3 Febbraio 2018 by admin_rapsodia 1 commento

Autrice del disegno: Alessandra Mosca

– Tu… – iniziammo in coro io e mia sorella, ma fummo puntualmente interrotti da Nadine, o meglio da Sei, che ancora una volta ci precedette: – Iniziate con una domanda alla volta ed evitate le esclamazioni per favore.

A quelle parole entrambi ammutolimmo, ma io mi ripresi pochi secondi dopo avanzando una domanda: – Perché ci avete portati qui? È impossibile che sia un caso, quindi pretendo una risposta.

– Più che giusto, è un vostro diritto. Cominciamo con il dire che io non voglio guai, e quella volta in palestra hai fatto rischiare grosso a tutti noi.

– Aspetta! Vuoi dire che voi tutte siete…! – esclamò Sheila, più impaurita che sbalordita.

– Niente affatto. I mezzi-demoni presenti in questa stanza, siamo io, Aurora, e tu stessa. Nessun altro.

– Cosa stai dicendo!? Anche io, a mio discapito, sono un mezzo-demone come mia sorella! – pronunciai queste parole con ira, poiché detestavo scherzare su questioni simili.

– Comprendo che sia difficile da capire e da accettare, ma ascoltatemi prima di trarre conclusioni affrettate: come ho già detto, i mezzi-demoni che si trovano in questa stanza sono la sottoscritta, Aurora, e Sheila; per quanto riguarda Emma ed Anne, loro sono esseri umani purissimi, e con una forza spirituale sopra la media, Leprecauno e Mia sono animali demoniaci, ovvero animali con sangue in parte demoniaco, Kira è un demone di basso rango, e per finire ci sei tu.

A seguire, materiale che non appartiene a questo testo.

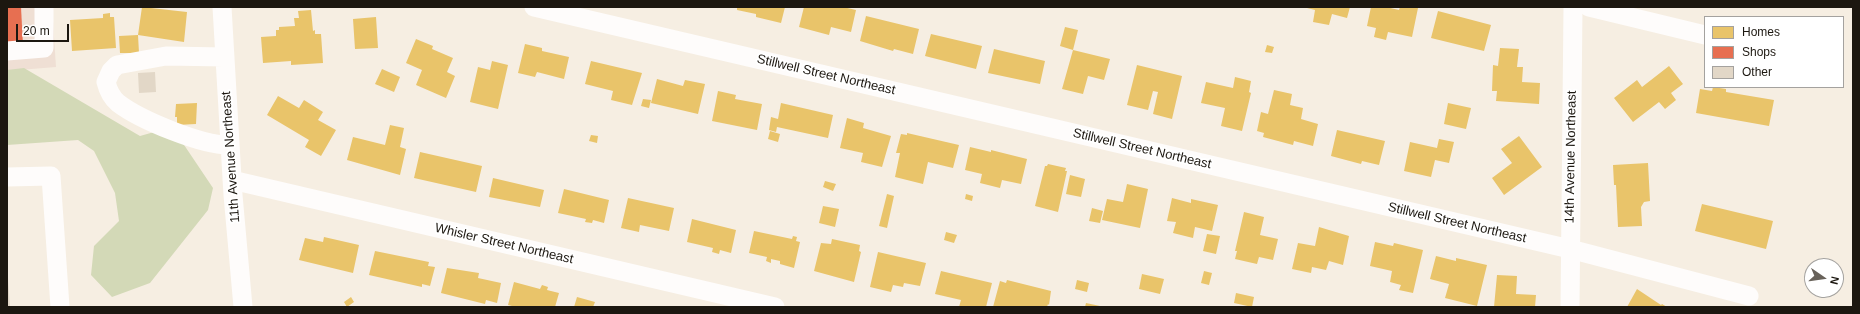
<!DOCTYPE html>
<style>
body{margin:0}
#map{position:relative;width:1860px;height:314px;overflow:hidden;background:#f6eee2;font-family:Helvetica,sans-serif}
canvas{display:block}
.frame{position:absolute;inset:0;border:8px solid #1c1710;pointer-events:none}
.legend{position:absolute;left:1704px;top:16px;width:140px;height:72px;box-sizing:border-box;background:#fff;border:1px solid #a4a29f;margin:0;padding:5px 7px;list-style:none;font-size:12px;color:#1c1710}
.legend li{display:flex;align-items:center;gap:8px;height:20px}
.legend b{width:20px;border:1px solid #a4a29f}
.north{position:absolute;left:1804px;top:258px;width:40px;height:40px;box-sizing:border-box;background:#fff;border:1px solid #a4a29f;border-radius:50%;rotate:103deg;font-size:11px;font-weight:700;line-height:16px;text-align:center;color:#1c1710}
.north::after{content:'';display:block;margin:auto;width:14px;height:18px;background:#68625a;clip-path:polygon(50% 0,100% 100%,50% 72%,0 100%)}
.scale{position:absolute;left:16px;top:24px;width:53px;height:18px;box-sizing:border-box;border:2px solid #1c1710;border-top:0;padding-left:5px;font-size:12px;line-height:14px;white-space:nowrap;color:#1c1710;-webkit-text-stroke:3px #fff;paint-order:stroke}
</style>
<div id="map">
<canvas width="1860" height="314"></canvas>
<div class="frame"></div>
<ul class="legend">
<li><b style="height:11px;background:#e9c46a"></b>Homes</li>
<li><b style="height:11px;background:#e76f51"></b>Shops</li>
<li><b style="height:11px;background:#e2d7c7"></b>Other</li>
</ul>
<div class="north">N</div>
<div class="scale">20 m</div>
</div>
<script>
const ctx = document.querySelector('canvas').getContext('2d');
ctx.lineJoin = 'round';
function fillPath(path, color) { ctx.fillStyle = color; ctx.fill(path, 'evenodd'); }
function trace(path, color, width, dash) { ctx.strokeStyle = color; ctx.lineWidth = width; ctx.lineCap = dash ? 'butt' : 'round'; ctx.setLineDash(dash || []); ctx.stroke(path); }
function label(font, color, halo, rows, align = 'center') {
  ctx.font = font + ' Helvetica,sans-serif'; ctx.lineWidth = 4; ctx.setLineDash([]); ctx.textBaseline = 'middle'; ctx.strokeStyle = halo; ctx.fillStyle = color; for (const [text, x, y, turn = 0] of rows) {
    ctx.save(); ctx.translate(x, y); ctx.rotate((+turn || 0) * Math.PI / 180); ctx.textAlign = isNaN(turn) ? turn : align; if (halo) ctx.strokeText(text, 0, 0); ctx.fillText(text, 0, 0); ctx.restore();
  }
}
fillPath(new Path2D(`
 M7,7H52L56,67L7,71Z`), '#efdfd4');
fillPath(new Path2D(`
 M24,68L140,136L172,127L213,188L208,210L150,283L112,297L91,275L94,246L119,221L115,193L94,151L78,140L7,145V70Z`), '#d3d9b7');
fillPath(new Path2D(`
 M142,7L187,12L184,42L138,35Z
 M737,7H785L781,23L756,17V14L737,10Z
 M804,7H843L856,10L851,32L831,27L829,35L799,27Z
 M1303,7H1350L1347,18L1332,14L1329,25L1313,22L1315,10Z
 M1371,7H1386L1399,10L1400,7L1418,8L1412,37L1388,32L1386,40L1374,37L1376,28L1367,26Z
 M311,10L313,31L315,30V34H321L323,63L291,65V61L263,63L261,37L276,36V30H279V27L295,26L294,18H299L298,11Z
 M1438,11L1491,25L1484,51L1431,38Z
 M110,13V17H114L116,48L72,51L70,20L103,18V14Z
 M866,16L919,29L913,54L894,49L893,51L860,41Z
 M376,17L378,48L355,49L353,19Z
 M1065,27L1078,30L1073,50L1060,46Z
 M931,34L982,46L976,69L925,56Z
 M138,35L139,53H120L119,36Z
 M416,39L433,46L432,49L453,58L447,72L455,76L446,98L416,85L422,70L406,63Z
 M525,44L542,48V51L569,57L564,79L537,72L535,77L518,73Z
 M1267,45L1274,47L1272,53L1265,52Z
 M1500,48L1519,49L1517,67H1523L1522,82L1540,83L1539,104L1496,101L1497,91H1492L1493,65L1498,66Z
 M994,49L1045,61L1040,84L988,73Z
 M1073,50L1110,59L1104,80L1088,76L1083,94L1062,89Z
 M492,61L508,65L498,109L470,102L478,67L490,70Z
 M591,61L642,73L632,105L611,100L613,91L585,84Z
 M1137,65L1182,76L1172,119L1153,114L1158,92L1153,91L1148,110L1127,105Z
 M1669,66L1683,84L1671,93L1676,100L1665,109L1659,102L1633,122L1614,98L1637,80L1642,87Z
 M382,69L400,77L394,92L375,84Z
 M1235,77L1251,81L1249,92L1251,93L1242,131L1221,126L1225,108L1201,103L1206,82L1233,88Z
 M657,79L683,86L685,80L705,84L698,114L651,103Z
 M1713,87L1726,89V92L1774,100L1769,126L1696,113L1700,89L1712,91Z
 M1274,90L1292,94L1290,105L1303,108L1301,119L1318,124L1313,146L1294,141L1293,145L1263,137L1264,133L1257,131L1261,112L1268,114Z
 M718,91L736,95L735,99L762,104L757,130L712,121Z
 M278,96L299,108L304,100L323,112L318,120L336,130L321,156L305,147L309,140L267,115Z
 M643,99L651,100L649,108L641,106Z
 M197,103L196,124L177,125V117H175L176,104Z
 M781,103L833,115L828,138L777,127L776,132L769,130L771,117L778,119Z
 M1448,103L1471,108L1466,129L1444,124Z
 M847,118L864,123L863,128L891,136L882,167L861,162L863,153L840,148Z
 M390,125L404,128L400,147L406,149L400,175L347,160L353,137L385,145Z
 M1337,130L1385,141L1379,165L1362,161L1361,164L1331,156Z
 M770,131L780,134L778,142L768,139Z
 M907,133L959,145L953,168L928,162L923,184L895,177L900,153H896L901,134L907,135Z
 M591,135L598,136L597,143L589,141Z
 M1519,136L1542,167L1504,195L1492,178L1512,163L1501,149Z
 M1439,139L1454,142L1449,163L1435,160L1431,177L1404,171L1410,142L1437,148Z
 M970,147L991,152V150L1027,159L1021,184L1002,180L1000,188L980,183L982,174L965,170Z
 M420,152L482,166L476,192L414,178Z
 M1648,163L1650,201L1644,202L1641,207L1642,226L1618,227L1616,185H1614L1613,165Z
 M1048,164L1066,168L1065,171H1067L1058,212L1035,206L1045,166H1047Z
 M1070,175L1085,179L1081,197L1066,194Z
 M493,178L544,190L540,207L489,197Z
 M825,181L836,184L833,191L823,187Z
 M1127,184L1148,189L1140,228L1102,220L1107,199L1123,202Z
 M564,189L609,200L604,223L593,220L592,223L585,222L586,219L558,213Z
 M887,194L894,196L887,228L879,226Z
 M966,194L973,196L972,201L965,199Z
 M628,198L674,208L669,231L640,225L639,232L621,228Z
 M1172,198L1191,203V199L1218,205L1212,231L1195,227L1193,238L1173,233L1176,222L1167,221Z
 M1702,204L1773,221L1766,249L1695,231Z
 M823,206L839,209L835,227L819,223Z
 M1092,208L1103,211L1100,223L1089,221Z
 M1244,212L1264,217L1260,235L1278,239L1273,260L1259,257L1257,264L1235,259L1237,251H1235Z
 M692,219L736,230L731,253L720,250L719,254L712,252L713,248L687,242Z
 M1319,227L1349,236L1343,265L1329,261L1326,270L1312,267L1311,273L1292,269L1298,243L1315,246Z
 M754,231L792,239L793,236L797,237L796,241L800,242L794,268L780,264V261L771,259V263L766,261L767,257L749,253Z
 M946,232L957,235L954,243L944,240Z
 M1207,234L1220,236L1216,254L1203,251Z
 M324,237L359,245L353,273L299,260L305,238L323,242Z
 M832,239L860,245L859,251L861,252L854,282L814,271L821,243L831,244Z
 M1375,242L1393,246L1394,243L1423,250L1413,293L1399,290L1401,285L1390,282L1392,271L1370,266Z
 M375,251L429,262L428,266L435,267L430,286L422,284V287L369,275Z
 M878,252L926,263L920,286L904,283L903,287L893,285L891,292L870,287Z
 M1436,256L1456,261V258L1487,265L1477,306L1445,298L1449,284L1430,279Z
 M447,268L479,273L478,278L501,283L497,303L486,300L485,304L441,293Z
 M941,271L992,283L986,307H959L961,300L935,294Z
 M1204,271L1212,273L1209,285L1201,283Z
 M1142,274L1164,279L1160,294L1139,289Z
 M1497,275L1517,276L1516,294L1536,295L1535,307H1494Z
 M1007,280L1051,291L1049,305L1048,304L1047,307H993L1000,281L1006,283Z
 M1077,280L1089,283L1087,292L1075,289Z
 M514,282L540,289L542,285L548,287L547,290L559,293L555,307H516L508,305Z
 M1637,289L1661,305L1662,304L1667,307H1627Z
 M1236,293L1254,297L1252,307L1234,303Z
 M351,297L354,302L347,307L344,302Z
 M577,297L595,302L593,307H574Z
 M1086,303L1100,306V307H1085Z`), '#e9c46a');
fillPath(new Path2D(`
 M7,7H21L23,45L7,46Z`), '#e76f51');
fillPath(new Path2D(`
 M155,72L156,92L139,93L138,73Z
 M7,278H8L10,307H7Z`), '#e2d7c7');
trace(new Path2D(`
 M222,7L233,195L243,307
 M534,7L1570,249L1749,296
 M1589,7L1705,35
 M7,51L44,48V7
 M225,57L166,56L117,65L111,71L106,82C108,90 112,98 118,103C140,120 203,146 230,145
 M7,177L51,176L60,307
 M232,180L775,307
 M1570,307L1573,7`), '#fefcfb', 19);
label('13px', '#1c1710', '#fff', [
 ["Stillwell Street Northeast",826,75,13],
 ["Stillwell Street Northeast",1142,149,13],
 ["11th Avenue Northeast",231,157,-94],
 ["14th Avenue Northeast",1571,157,-89],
 ["Stillwell Street Northeast",1457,223,13],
 ["Whisler Street Northeast",504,244,13]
]);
</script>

Tu sei un caso molto raro, e mi hai costretto a fare qualcosa che non avrei voluto fare. Tu sei un essere umano, ma nonostante questo ospiti un demone nel tuo corpo, della peggior specie, per giunta: si tratta di un demone-assassino. Tu non hai idea di ciò che ti ho fatto in quella palestra, quando hai perso il controllo, giusto?

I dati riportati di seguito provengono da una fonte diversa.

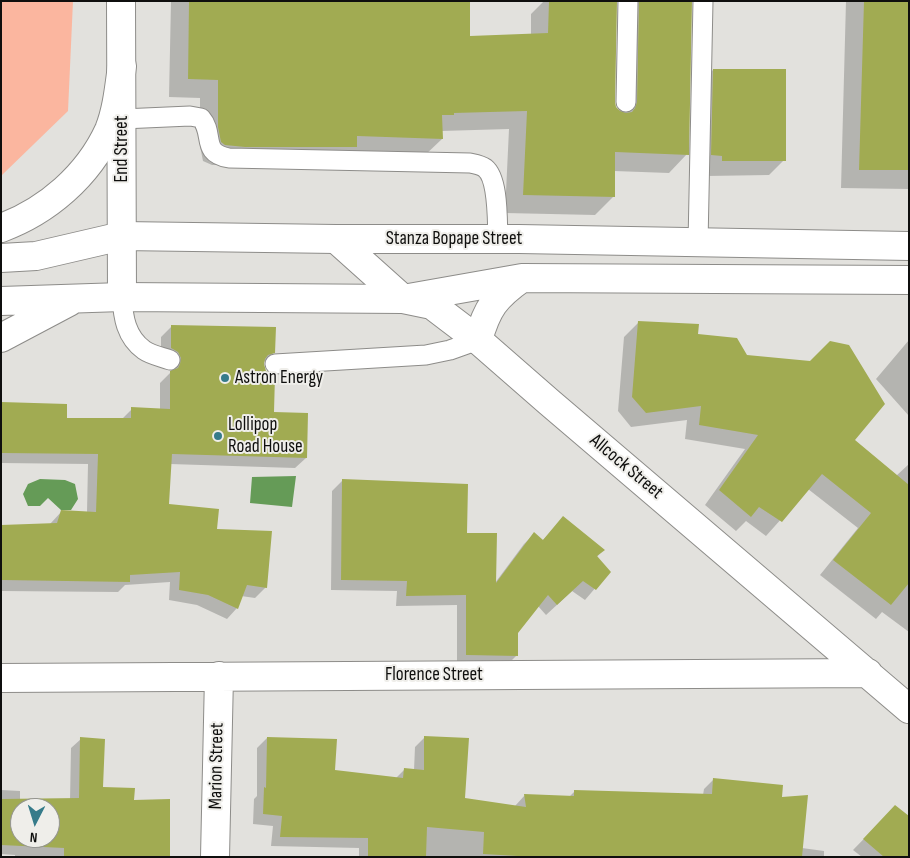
<!DOCTYPE html>
<html>
<head>
<meta charset="utf-8">
<style>
	body { margin:0 }
	#map { position:relative; width:910px; height:858px; overflow:hidden; background:#e2e1dd; font-family:"Sofia Sans Condensed",sans-serif }
	canvas { display:block }
	.frame { position:absolute; inset:0; border:2px solid #0f0f0e; pointer-events:none }
	.north { position:absolute; left:10px; top:798px; width:50px; height:50px; box-sizing:border-box; background:#efeeea; border:1px solid #959592; border-radius:50%; rotate:185deg; font-size:14px; font-weight:700; line-height:20px; text-align:center; color:#0f0f0e }
	.north::after { content:''; display:block; margin:auto; width:18px; height:22px; background:#367b8a; clip-path:polygon(50% 0,100% 100%,50% 72%,0 100%) }
</style>
</head>
<body>
<div id="map">
<canvas width="910" height="858"></canvas>
<div class="frame"></div>
<div class="north">N</div>
</div>
<script>
const ctx = document.querySelector('canvas').getContext('2d');
ctx.lineJoin = 'round';
function fill(path, color) { ctx.fillStyle = color; ctx.fill(path, 'evenodd'); }
function strokePath(path, color, width, dash) { ctx.strokeStyle = color; ctx.lineWidth = width; ctx.lineCap = dash ? 'butt' : 'round'; ctx.setLineDash(dash || []); ctx.stroke(path); }
function label(font, color, halo, rows, align = 'center') {
  ctx.font = font + ' "Sofia Sans Condensed",sans-serif'; ctx.lineWidth = 4; ctx.setLineDash([]); ctx.textBaseline = 'middle'; ctx.strokeStyle = halo; ctx.fillStyle = color; for (const [text, x, y, turn = 0] of rows) {
    ctx.save(); ctx.translate(x, y); ctx.rotate((+turn || 0) * Math.PI / 180); ctx.textAlign = isNaN(turn) ? turn : align; if (halo) ctx.strokeText(text, 0, 0); ctx.fillText(text, 0, 0); ctx.restore();
  }
}
fill(new Path2D(`
	M 1,1 L 73,1 L 68,111 L 1,176 Z`), '#fbb69f');
fill(new Path2D(`
	M 296,476 L 292,507 L 250,503 L 252,477 Z
	M 40,479 L 65,480 L 75,484 L 78,499 L 71,510 L 61,510 L 48,498 L 40,506 L 28,506 L 23,494 L 28,484 Z`), '#659b57');
fill(new Path2D(`
	M 171,1 L 469,1 L 469,37 L 531,35 L 531,14 L 544,1 L 615,1 L 614,102 L 615,108 L 619,113 L 621,20 L 618,14 L 620,12 L 620,1 L 689,1 L 687,154 L 669,173 L 614,171 L 613,197 L 595,215 L 505,213 L 509,129 L 441,131 L 442,139 L 423,157 L 337,166 L 212,165 L 203,161 L 200,146 L 200,98 L 169,97 Z
	M 846,1 L 909,1 L 909,189 L 841,188 Z
	M 713,70 L 784,160 L 769,175 L 707,176 L 698,85 Z
	M 639,322 L 696,336 L 747,356 L 853,440 L 896,476 L 909,464 L 909,632 L 882,612 L 876,619 L 820,575 L 858,528 L 808,489 L 766,536 L 746,521 L 736,531 L 705,505 L 745,449 L 685,439 L 687,420 L 631,427 L 618,411 L 624,337 Z
	M 172,326 L 274,352 L 263,363 L 273,413 L 306,458 L 295,468 L 170,464 L 167,505 L 216,530 L 266,587 L 255,598 L 241,596 L 237,608 L 227,619 L 197,605 L 169,600 L 170,582 L 125,585 L 118,592 L 1,591 L 1,526 L 50,524 L 62,511 L 87,512 L 88,464 L 1,463 L 1,403 L 66,420 L 122,419 L 132,409 L 160,410 L 160,383 L 171,372 L 171,369 L 168,363 L 161,359 L 161,337 Z
	M 909,340 L 909,416 L 876,379 Z
	M 342,481 L 466,535 L 495,583 L 524,544 L 534,534 L 542,541 L 563,518 L 603,550 L 596,558 L 609,572 L 585,600 L 572,591 L 546,615 L 538,606 L 516,632 L 517,655 L 506,666 L 457,665 L 457,605 L 396,606 L 397,591 L 331,590 L 332,491 Z
	M 425,737 L 464,799 L 515,806 L 525,795 L 569,797 L 575,791 L 703,795 L 704,789 L 714,779 L 781,798 L 802,848 L 824,851 L 824,857 L 359,857 L 359,848 L 271,846 L 273,826 L 253,824 L 254,799 L 257,796 L 257,748 L 267,738 L 334,771 L 395,779 L 404,770 L 414,770 L 415,747 Z
	M 81,739 L 101,788 L 133,801 L 169,857 L 15,857 L 15,855 L 1,854 L 1,790 L 20,791 L 20,800 L 70,800 L 71,748 ZM 20,808 L 50,808 L 50,838 L 20,838 Z
	M 895,807 L 909,857 L 862,857 L 853,850 Z`), '#0003');
fill(new Path2D(`
	M 189,1 L 470,1 L 470,36 L 548,33 L 549,1 L 617,1 L 615,102 L 616,107 L 620,111 L 626,113 L 632,112 L 635,108 L 637,102 L 639,1 L 692,1 L 689,155 L 615,152 L 615,197 L 523,195 L 527,111 L 454,113 L 454,115 L 442,115 L 443,139 L 357,136 L 357,147 L 245,147 L 225,145 L 221,142 L 218,127 L 218,80 L 188,79 Z
	M 864,1 L 909,1 L 909,170 L 859,170 Z
	M 713,69 L 786,69 L 786,161 L 722,161 L 722,156 L 711,155 Z
	M 638,321 L 699,324 L 698,334 L 737,338 L 747,355 L 810,361 L 830,341 L 849,345 L 885,404 L 855,440 L 909,485 L 909,583 L 891,605 L 833,560 L 871,513 L 822,474 L 782,522 L 759,507 L 751,517 L 719,490 L 758,435 L 699,425 L 701,406 L 646,413 L 632,397 Z
	M 171,325 L 276,327 L 275,353 L 268,355 L 265,359 L 264,364 L 266,371 L 275,375 L 274,412 L 308,413 L 307,458 L 172,454 L 169,504 L 219,509 L 217,529 L 272,531 L 267,588 L 247,585 L 238,609 L 208,595 L 179,590 L 180,572 L 130,575 L 130,582 L 1,580 L 1,525 L 57,523 L 61,510 L 96,512 L 98,454 L 1,453 L 1,402 L 67,404 L 67,418 L 131,418 L 131,407 L 170,409 L 170,371 L 178,368 L 180,364 L 181,358 L 178,352 L 171,348 Z
	M 342,479 L 468,484 L 467,533 L 497,533 L 496,583 L 534,532 L 543,540 L 563,516 L 605,550 L 597,556 L 611,572 L 596,590 L 583,581 L 557,605 L 548,595 L 518,633 L 518,656 L 466,655 L 466,595 L 406,596 L 407,581 L 341,580 Z
	M 424,736 L 469,738 L 465,798 L 526,807 L 524,794 L 574,796 L 574,790 L 712,794 L 713,778 L 783,785 L 782,797 L 808,795 L 802,857 L 535,857 L 483,854 L 484,832 L 427,827 L 426,857 L 368,857 L 368,838 L 280,837 L 282,816 L 263,814 L 264,787 L 266,788 L 267,737 L 337,739 L 335,770 L 403,778 L 404,768 L 424,770 Z
	M 80,737 L 105,739 L 103,787 L 135,788 L 134,800 L 170,799 L 170,857 L 64,857 L 64,848 L 1,845 L 1,799 L 79,798 ZM 20,808 L 50,808 L 50,838 L 20,838 Z
	M 895,805 L 909,816 L 909,857 L 884,857 L 863,839 Z`), '#a1ab52');
const service = new Path2D(`
	M 626,102 L 628,1
	M 122,119 L 190,116 L 201,118 C 215,134 200,153 229,158 L 470,163 C 475,164 481,165 485,168 C 499,179 497,222 498,239
	M 698,243 L 703,1
	M 122,297 C 123,317 126,337 144,350 C 151,355 162,357 170,360
	M 275,364 L 426,355 L 450,350 L 478,340`);
const minor = new Path2D(`
	M 121,1 L 122,297
	M 336,239 L 403,299 L 432,305 L 478,340 L 549,402 L 909,709
	M 1,678 L 868,673
	M 215,857 L 219,676`);
const secondary = new Path2D(`
	M 1,228 C 47,211 88,176 109,130 C 117,110 119,88 122,66
	M 1,258 L 36,256 L 122,236 L 336,239 L 519,239 L 909,246
	M 1,301 L 122,297 L 403,299 L 522,278 L 909,280
	M 1,338 L 69,302
	M 478,340 C 487,308 495,297 522,278`);
strokePath(service, '#8d8c89', 21);
strokePath(minor, '#8d8c89', 30);
strokePath(secondary, '#8d8c89', 30);
strokePath(service, '#fff', 19);
strokePath(minor, '#fff', 28);
strokePath(secondary, '#fff', 28);
for (const [x, y, r, color] of [
	[225,378,5,"#367b8a"],
	[218,436,5,"#367b8a"]
]) { const dot = new Path2D(); dot.arc(x, y, r, 0, 2 * Math.PI); ctx.fillStyle = color; ctx.fill(dot); strokePath(dot, '#efeeea', 2); }
label('19px', '#0f0f0e', '#efeeea', [
	["End Street",122,149,-90],
	["Stanza Bopape Street",454,239],
	["Allcock Street",626,467,40],
	["Florence Street",434,675],
	["Marion Street",217,766,-89]
]);
label('19px', '#0f0f0e', '#efeeea', [
	["Astron Energy",235,378],
	["Lollipop",228,425],
	["Road House",228,447]
], 'left');
</script>
</body>
</html>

Ancora un po’ confuso strabuzzai gli occhi e feci segno di no, poiché effettivamente non sapevo che esistessero formule per paralizzare demoni come il mio. In quel momento Kira aprì gli occhi, grandi occhi gialli con una pupilla sottile come quella di una gatta comune, ma la cosa che mi fece sussultare non fu questa, ma il fatto che manteneva gli occhi socchiusi, semiaperti, e l’espressione che si dipingeva in quel modo su quel piccolo musetto zannuto, diveniva intelligente ed allo stesso tempo interessata alla conversazione, in modo vagamente inquietante, per quanto mi riguardava. Ma Sei continuò senza badare troppo alla mia reazione: – Immagino avrai notato che negli ultimi tempi il tuo demone non ti ha più dato fastidio, ad esclusione di alcuni momenti in cui potresti essere stato particolarmente arrabbiato. – Annuii, non ne avevo parlato a Sheila per non farla preoccupare, ma avevo inteso che qualcosa era successo al mio demone, in quella palestra: – Bene, il motivo per cui non si è più ribellato è che ora sono l’alpha del tuo demone. La padrona del tuo demone, se preferisci. In pratica, qualsiasi cosa io dica, il tuo demone ti costringe ad obbedirmi.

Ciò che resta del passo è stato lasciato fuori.